____ Information

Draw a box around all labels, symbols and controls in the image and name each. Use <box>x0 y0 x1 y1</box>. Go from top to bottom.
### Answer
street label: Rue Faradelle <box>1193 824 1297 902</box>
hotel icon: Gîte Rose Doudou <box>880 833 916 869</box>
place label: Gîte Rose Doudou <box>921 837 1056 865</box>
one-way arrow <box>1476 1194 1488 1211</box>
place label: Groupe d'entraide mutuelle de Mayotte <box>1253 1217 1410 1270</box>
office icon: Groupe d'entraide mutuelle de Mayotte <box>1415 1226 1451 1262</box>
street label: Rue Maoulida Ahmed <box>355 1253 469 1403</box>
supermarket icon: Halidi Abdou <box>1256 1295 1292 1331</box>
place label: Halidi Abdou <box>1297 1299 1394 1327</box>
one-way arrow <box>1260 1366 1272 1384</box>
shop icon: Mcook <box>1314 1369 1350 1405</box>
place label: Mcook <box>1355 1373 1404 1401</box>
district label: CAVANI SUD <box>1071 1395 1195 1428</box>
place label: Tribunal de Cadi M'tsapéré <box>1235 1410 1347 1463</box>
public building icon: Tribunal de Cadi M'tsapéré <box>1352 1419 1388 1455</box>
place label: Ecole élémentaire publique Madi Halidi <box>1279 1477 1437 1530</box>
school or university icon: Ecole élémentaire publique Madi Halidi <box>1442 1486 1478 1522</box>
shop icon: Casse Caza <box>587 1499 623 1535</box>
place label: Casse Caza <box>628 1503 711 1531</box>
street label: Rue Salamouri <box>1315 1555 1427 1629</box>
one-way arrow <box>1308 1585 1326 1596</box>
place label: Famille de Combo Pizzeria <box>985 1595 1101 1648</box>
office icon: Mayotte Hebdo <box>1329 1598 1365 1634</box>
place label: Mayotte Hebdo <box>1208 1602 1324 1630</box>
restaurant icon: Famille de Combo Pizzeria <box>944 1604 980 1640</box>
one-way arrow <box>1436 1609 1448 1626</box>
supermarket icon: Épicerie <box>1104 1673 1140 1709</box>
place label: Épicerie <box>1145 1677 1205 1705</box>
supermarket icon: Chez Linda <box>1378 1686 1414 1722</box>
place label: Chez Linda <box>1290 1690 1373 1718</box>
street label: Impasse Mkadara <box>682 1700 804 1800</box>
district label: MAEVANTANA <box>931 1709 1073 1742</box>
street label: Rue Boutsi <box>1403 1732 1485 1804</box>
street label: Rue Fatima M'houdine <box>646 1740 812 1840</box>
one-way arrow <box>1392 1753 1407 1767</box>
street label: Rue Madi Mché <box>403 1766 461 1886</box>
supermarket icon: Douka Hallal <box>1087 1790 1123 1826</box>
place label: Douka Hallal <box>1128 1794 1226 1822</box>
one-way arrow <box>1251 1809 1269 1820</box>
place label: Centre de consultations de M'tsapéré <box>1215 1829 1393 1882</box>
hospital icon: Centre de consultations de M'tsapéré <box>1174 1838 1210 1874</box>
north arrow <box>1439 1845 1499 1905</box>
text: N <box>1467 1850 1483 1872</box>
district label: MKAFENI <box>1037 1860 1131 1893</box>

________

*Exercise details*:
Across all the entries, count the lines that contain the string "Madi", and give that number without anything else.

*Solution to the problem*:
3